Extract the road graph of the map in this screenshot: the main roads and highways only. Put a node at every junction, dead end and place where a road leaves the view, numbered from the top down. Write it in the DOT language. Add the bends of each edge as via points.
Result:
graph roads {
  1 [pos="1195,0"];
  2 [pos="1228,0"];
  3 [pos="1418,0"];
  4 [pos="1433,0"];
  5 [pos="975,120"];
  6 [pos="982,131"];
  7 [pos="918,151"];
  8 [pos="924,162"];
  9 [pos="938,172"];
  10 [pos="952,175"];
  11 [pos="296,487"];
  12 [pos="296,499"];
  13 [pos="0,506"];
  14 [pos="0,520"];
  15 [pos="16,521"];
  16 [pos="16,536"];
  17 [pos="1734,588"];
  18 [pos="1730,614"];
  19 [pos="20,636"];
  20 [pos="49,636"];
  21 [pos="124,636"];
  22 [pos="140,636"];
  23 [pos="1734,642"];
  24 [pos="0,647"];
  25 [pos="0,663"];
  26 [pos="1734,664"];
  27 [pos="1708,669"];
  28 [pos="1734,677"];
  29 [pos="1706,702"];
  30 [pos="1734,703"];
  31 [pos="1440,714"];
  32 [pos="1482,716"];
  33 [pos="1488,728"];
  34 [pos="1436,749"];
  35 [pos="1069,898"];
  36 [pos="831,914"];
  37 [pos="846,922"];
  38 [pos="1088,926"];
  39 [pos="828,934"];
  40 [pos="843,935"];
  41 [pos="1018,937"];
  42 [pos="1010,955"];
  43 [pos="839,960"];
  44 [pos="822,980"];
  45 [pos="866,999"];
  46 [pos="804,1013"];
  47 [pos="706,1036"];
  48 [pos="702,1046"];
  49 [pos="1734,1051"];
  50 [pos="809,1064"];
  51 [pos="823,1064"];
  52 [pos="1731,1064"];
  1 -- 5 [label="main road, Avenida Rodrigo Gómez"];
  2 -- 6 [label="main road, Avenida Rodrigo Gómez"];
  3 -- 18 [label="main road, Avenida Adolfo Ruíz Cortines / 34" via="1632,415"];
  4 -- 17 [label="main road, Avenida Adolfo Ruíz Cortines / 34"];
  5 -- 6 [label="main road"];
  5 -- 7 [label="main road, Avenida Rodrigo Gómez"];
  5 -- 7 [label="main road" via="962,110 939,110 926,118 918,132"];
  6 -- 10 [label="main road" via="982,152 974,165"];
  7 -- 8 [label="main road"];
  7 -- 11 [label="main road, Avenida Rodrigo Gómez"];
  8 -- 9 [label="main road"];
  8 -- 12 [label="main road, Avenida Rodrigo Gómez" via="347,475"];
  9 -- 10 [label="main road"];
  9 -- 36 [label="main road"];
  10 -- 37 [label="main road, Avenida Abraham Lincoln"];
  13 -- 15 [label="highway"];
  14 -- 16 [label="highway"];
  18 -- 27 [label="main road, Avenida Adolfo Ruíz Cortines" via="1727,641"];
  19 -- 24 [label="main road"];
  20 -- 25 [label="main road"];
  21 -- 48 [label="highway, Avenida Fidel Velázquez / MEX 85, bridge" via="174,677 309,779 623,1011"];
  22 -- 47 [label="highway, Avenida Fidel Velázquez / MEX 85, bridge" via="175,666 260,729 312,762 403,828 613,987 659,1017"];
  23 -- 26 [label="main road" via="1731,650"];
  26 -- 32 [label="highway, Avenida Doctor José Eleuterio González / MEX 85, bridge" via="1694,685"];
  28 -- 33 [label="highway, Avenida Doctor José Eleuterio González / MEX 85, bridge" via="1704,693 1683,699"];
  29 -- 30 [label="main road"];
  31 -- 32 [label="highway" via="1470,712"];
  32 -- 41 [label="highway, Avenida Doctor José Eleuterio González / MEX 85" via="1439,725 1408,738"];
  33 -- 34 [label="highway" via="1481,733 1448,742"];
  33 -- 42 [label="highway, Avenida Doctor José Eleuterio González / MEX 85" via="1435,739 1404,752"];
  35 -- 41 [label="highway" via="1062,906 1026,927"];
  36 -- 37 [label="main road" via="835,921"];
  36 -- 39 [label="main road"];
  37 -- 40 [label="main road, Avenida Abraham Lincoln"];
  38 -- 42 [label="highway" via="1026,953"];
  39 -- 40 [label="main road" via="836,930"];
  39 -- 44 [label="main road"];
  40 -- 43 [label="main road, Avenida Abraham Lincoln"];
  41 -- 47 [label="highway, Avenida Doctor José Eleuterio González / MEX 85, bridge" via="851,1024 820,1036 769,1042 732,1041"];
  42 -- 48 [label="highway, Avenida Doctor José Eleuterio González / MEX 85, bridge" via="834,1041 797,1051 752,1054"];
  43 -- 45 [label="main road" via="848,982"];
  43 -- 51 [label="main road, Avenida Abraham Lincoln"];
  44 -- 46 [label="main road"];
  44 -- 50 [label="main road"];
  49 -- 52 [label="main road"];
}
_ _ _
▸ Task
Every entry should be retyped exactly as shown.

▸ Answer box
Extract the road graph of the map in this screenshot: the main roads and highways only. Put a node at every junction, dead end and place where a road leaves the view, numbered from the top down. Write it in the DOT language. Add the bends of each edge as via points.
Result:
graph roads {
  1 [pos="1195,0"];
  2 [pos="1228,0"];
  3 [pos="1418,0"];
  4 [pos="1433,0"];
  5 [pos="975,120"];
  6 [pos="982,131"];
  7 [pos="918,151"];
  8 [pos="924,162"];
  9 [pos="938,172"];
  10 [pos="952,175"];
  11 [pos="296,487"];
  12 [pos="296,499"];
  13 [pos="0,506"];
  14 [pos="0,520"];
  15 [pos="16,521"];
  16 [pos="16,536"];
  17 [pos="1734,588"];
  18 [pos="1730,614"];
  19 [pos="20,636"];
  20 [pos="49,636"];
  21 [pos="124,636"];
  22 [pos="140,636"];
  23 [pos="1734,642"];
  24 [pos="0,647"];
  25 [pos="0,663"];
  26 [pos="1734,664"];
  27 [pos="1708,669"];
  28 [pos="1734,677"];
  29 [pos="1706,702"];
  30 [pos="1734,703"];
  31 [pos="1440,714"];
  32 [pos="1482,716"];
  33 [pos="1488,728"];
  34 [pos="1436,749"];
  35 [pos="1069,898"];
  36 [pos="831,914"];
  37 [pos="846,922"];
  38 [pos="1088,926"];
  39 [pos="828,934"];
  40 [pos="843,935"];
  41 [pos="1018,937"];
  42 [pos="1010,955"];
  43 [pos="839,960"];
  44 [pos="822,980"];
  45 [pos="866,999"];
  46 [pos="804,1013"];
  47 [pos="706,1036"];
  48 [pos="702,1046"];
  49 [pos="1734,1051"];
  50 [pos="809,1064"];
  51 [pos="823,1064"];
  52 [pos="1731,1064"];
  1 -- 5 [label="main road, Avenida Rodrigo Gómez"];
  2 -- 6 [label="main road, Avenida Rodrigo Gómez"];
  3 -- 18 [label="main road, Avenida Adolfo Ruíz Cortines / 34" via="1632,415"];
  4 -- 17 [label="main road, Avenida Adolfo Ruíz Cortines / 34"];
  5 -- 6 [label="main road"];
  5 -- 7 [label="main road, Avenida Rodrigo Gómez"];
  5 -- 7 [label="main road" via="962,110 939,110 926,118 918,132"];
  6 -- 10 [label="main road" via="982,152 974,165"];
  7 -- 8 [label="main road"];
  7 -- 11 [label="main road, Avenida Rodrigo Gómez"];
  8 -- 9 [label="main road"];
  8 -- 12 [label="main road, Avenida Rodrigo Gómez" via="347,475"];
  9 -- 10 [label="main road"];
  9 -- 36 [label="main road"];
  10 -- 37 [label="main road, Avenida Abraham Lincoln"];
  13 -- 15 [label="highway"];
  14 -- 16 [label="highway"];
  18 -- 27 [label="main road, Avenida Adolfo Ruíz Cortines" via="1727,641"];
  19 -- 24 [label="main road"];
  20 -- 25 [label="main road"];
  21 -- 48 [label="highway, Avenida Fidel Velázquez / MEX 85, bridge" via="174,677 309,779 623,1011"];
  22 -- 47 [label="highway, Avenida Fidel Velázquez / MEX 85, bridge" via="175,666 260,729 312,762 403,828 613,987 659,1017"];
  23 -- 26 [label="main road" via="1731,650"];
  26 -- 32 [label="highway, Avenida Doctor José Eleuterio González / MEX 85, bridge" via="1694,685"];
  28 -- 33 [label="highway, Avenida Doctor José Eleuterio González / MEX 85, bridge" via="1704,693 1683,699"];
  29 -- 30 [label="main road"];
  31 -- 32 [label="highway" via="1470,712"];
  32 -- 41 [label="highway, Avenida Doctor José Eleuterio González / MEX 85" via="1439,725 1408,738"];
  33 -- 34 [label="highway" via="1481,733 1448,742"];
  33 -- 42 [label="highway, Avenida Doctor José Eleuterio González / MEX 85" via="1435,739 1404,752"];
  35 -- 41 [label="highway" via="1062,906 1026,927"];
  36 -- 37 [label="main road" via="835,921"];
  36 -- 39 [label="main road"];
  37 -- 40 [label="main road, Avenida Abraham Lincoln"];
  38 -- 42 [label="highway" via="1026,953"];
  39 -- 40 [label="main road" via="836,930"];
  39 -- 44 [label="main road"];
  40 -- 43 [label="main road, Avenida Abraham Lincoln"];
  41 -- 47 [label="highway, Avenida Doctor José Eleuterio González / MEX 85, bridge" via="851,1024 820,1036 769,1042 732,1041"];
  42 -- 48 [label="highway, Avenida Doctor José Eleuterio González / MEX 85, bridge" via="834,1041 797,1051 752,1054"];
  43 -- 45 [label="main road" via="848,982"];
  43 -- 51 [label="main road, Avenida Abraham Lincoln"];
  44 -- 46 [label="main road"];
  44 -- 50 [label="main road"];
  49 -- 52 [label="main road"];
}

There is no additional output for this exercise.